Try it:
All lines from the opening of the entries below through the line containing "position:absolute; left:1640px; top:15px;" must be output exactly as they appear, with no other lines.

Information shown:

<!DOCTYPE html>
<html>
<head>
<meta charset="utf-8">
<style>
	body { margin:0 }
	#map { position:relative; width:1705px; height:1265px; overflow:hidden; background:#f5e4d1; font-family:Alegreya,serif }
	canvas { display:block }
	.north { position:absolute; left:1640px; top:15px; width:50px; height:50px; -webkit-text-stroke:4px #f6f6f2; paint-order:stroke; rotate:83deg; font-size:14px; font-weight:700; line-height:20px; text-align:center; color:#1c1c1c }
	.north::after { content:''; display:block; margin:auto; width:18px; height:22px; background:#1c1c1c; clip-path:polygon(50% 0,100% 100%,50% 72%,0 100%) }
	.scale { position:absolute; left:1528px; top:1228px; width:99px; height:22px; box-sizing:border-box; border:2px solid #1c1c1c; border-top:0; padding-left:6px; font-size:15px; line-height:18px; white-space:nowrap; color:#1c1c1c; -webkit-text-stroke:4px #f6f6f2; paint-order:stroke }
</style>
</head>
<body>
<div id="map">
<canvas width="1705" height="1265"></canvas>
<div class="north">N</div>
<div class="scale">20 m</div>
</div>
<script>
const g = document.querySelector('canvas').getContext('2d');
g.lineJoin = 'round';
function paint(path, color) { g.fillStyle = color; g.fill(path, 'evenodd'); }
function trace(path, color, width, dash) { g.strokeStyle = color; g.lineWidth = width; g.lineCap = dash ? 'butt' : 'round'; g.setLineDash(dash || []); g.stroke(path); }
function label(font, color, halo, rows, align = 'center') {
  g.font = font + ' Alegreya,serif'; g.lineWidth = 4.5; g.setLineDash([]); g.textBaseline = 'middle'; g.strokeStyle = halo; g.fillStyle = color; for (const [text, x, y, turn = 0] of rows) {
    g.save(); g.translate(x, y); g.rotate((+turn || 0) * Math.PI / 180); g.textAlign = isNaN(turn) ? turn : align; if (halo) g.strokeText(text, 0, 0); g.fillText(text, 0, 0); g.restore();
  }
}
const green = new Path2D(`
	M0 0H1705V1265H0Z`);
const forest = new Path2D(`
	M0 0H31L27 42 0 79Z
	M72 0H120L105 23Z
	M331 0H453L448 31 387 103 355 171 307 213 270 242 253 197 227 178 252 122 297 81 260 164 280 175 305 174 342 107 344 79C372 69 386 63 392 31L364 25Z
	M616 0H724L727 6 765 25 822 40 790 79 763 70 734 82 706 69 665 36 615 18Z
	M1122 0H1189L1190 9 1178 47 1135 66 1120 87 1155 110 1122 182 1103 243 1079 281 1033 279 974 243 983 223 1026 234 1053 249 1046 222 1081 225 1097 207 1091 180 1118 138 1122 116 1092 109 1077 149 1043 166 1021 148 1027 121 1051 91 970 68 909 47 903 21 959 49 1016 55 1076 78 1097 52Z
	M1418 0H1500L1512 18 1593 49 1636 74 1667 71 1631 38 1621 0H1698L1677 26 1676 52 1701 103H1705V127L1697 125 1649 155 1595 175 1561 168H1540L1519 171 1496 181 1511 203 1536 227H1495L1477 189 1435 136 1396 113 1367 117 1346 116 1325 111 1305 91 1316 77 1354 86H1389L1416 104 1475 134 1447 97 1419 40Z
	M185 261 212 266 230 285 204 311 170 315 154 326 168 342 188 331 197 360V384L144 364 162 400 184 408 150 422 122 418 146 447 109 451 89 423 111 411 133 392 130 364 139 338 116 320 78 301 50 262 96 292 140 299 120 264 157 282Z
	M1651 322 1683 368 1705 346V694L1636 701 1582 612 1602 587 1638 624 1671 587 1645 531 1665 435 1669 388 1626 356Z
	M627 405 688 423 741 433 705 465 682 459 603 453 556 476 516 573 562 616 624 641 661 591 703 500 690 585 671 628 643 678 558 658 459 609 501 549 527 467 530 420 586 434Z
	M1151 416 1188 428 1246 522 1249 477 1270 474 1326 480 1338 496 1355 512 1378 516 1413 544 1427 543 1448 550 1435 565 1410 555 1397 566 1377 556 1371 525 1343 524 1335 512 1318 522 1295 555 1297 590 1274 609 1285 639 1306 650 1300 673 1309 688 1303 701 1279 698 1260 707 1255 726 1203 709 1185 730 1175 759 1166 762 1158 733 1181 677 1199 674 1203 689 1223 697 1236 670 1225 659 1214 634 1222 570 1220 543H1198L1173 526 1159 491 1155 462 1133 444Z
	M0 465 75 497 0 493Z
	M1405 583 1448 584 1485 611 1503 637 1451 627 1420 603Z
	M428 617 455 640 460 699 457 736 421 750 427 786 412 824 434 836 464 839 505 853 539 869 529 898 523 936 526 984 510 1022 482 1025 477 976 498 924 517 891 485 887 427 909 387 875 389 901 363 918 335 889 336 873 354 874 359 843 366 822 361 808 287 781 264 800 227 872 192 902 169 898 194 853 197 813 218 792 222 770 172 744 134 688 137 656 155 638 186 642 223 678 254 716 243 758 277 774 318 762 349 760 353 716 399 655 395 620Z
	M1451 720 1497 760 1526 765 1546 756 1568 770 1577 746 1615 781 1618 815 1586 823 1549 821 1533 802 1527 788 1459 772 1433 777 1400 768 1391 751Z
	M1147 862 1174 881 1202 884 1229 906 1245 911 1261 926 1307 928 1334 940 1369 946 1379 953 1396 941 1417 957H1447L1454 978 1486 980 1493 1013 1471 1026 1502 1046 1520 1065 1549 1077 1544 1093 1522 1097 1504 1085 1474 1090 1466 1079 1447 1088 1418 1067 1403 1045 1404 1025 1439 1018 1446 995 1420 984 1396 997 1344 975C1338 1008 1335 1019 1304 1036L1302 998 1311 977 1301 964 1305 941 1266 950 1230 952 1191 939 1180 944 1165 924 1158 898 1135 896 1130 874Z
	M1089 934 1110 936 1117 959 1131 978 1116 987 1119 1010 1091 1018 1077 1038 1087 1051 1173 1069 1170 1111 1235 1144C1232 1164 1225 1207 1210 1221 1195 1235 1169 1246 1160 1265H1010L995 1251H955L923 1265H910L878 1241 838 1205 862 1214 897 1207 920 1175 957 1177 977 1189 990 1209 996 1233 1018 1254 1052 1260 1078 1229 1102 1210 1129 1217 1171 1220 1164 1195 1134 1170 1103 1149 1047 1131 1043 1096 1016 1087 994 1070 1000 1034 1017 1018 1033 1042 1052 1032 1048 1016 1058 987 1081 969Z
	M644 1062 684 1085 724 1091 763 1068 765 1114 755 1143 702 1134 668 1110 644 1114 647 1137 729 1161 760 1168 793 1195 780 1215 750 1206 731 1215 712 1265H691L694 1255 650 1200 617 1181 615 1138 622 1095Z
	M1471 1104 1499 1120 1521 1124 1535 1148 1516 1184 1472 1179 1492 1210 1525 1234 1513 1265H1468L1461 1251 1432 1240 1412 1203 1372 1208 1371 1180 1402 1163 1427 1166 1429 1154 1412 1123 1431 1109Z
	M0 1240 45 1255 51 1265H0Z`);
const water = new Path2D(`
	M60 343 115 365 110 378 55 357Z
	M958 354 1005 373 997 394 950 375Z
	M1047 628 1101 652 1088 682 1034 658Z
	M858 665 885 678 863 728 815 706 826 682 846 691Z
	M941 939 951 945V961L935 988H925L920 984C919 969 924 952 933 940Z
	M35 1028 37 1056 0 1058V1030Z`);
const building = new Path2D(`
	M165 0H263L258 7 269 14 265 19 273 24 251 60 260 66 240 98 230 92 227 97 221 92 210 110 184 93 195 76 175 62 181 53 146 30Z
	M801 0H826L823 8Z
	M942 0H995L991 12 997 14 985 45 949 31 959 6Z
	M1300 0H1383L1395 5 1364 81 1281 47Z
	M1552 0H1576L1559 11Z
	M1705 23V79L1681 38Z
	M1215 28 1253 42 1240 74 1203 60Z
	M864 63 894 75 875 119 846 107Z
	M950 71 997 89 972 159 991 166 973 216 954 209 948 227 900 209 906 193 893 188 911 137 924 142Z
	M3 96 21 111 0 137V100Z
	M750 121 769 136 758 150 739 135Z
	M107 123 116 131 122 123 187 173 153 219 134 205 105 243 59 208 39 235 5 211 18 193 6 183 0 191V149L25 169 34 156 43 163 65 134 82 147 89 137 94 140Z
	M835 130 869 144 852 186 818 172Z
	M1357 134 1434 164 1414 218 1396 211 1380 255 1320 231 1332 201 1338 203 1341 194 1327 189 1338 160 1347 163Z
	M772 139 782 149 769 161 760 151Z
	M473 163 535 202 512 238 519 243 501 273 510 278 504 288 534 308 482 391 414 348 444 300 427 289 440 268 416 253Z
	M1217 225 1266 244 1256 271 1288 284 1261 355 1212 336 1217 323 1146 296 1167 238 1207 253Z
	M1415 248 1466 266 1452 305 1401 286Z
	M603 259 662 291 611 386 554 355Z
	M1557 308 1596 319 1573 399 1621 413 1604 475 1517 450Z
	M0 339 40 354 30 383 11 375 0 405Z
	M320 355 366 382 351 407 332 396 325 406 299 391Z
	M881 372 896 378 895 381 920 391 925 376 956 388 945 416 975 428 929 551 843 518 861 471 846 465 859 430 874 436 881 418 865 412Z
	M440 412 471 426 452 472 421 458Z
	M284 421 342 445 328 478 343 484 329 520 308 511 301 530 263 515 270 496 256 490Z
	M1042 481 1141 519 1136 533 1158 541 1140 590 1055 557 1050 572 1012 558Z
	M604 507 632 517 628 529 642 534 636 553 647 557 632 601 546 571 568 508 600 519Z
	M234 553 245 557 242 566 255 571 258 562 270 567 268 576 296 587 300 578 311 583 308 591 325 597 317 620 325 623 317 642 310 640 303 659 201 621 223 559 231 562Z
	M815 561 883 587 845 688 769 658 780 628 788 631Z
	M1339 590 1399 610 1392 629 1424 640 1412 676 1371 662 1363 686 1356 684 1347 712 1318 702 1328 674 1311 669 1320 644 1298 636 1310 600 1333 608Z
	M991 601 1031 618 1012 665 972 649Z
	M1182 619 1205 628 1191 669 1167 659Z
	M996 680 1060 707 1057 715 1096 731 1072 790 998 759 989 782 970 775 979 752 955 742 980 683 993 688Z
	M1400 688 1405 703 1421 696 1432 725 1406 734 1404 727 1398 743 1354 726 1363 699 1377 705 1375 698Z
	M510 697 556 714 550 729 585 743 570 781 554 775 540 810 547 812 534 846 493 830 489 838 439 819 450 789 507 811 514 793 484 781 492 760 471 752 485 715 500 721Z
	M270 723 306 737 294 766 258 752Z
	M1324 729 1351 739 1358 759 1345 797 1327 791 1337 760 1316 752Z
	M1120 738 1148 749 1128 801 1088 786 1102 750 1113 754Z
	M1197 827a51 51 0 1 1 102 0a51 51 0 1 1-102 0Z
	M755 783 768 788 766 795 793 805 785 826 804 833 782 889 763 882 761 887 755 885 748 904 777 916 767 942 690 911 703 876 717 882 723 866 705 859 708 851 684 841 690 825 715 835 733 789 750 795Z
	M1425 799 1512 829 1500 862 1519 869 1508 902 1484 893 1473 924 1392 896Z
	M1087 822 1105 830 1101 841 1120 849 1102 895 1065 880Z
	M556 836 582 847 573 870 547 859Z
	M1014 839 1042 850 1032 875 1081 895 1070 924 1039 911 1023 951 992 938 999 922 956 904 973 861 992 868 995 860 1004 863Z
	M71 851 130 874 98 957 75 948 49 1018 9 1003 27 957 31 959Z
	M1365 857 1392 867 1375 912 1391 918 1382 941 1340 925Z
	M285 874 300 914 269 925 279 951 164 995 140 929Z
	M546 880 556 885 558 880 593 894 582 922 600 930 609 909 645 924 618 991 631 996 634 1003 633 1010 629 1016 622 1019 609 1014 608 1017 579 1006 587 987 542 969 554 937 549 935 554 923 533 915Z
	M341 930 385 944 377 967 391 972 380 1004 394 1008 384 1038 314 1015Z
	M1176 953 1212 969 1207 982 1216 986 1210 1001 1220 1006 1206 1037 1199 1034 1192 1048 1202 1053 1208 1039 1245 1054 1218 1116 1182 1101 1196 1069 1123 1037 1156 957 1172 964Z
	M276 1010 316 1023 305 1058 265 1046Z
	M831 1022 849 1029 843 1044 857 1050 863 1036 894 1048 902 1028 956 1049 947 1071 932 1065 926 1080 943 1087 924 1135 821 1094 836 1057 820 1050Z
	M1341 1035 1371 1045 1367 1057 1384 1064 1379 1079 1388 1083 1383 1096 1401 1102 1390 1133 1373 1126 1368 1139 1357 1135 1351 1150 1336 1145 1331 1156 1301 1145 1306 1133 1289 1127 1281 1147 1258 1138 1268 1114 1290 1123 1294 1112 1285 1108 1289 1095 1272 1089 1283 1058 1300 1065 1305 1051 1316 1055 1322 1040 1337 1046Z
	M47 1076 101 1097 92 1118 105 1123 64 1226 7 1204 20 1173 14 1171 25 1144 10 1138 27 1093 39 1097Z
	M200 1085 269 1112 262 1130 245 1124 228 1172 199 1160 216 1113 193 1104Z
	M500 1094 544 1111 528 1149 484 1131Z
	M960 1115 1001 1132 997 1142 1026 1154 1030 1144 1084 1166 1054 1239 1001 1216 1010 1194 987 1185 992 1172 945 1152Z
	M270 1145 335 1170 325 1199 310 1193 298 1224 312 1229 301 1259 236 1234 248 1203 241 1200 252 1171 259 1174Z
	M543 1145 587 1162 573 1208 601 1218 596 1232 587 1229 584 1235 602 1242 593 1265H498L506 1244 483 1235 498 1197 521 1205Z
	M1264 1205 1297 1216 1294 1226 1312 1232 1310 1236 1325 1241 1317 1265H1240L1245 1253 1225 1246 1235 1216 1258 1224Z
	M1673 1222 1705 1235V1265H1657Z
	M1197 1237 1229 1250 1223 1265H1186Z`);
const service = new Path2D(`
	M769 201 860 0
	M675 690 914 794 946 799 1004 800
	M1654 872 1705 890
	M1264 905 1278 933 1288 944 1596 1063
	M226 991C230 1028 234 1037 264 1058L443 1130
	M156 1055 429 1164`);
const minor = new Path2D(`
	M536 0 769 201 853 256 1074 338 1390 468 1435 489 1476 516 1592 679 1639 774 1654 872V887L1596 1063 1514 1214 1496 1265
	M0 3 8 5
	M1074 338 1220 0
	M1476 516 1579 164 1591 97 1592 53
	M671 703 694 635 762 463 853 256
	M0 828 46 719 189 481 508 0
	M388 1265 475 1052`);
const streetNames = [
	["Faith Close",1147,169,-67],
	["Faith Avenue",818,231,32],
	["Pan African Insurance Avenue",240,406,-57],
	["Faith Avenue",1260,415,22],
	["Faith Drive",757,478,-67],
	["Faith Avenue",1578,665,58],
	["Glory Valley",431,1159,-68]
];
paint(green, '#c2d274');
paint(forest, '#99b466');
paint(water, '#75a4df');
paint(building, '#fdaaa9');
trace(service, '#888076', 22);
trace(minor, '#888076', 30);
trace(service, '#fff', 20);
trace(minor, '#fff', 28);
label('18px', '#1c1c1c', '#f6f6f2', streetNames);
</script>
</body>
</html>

Final answer:
<!DOCTYPE html>
<html>
<head>
<meta charset="utf-8">
<style>
	body { margin:0 }
	#map { position:relative; width:1705px; height:1265px; overflow:hidden; background:#f5e4d1; font-family:Alegreya,serif }
	canvas { display:block }
	.north { position:absolute; left:1640px; top:15px; width:50px; height:50px; -webkit-text-stroke:4px #f6f6f2; paint-order:stroke; rotate:83deg; font-size:14px; font-weight:700; line-height:20px; text-align:center; color:#1c1c1c }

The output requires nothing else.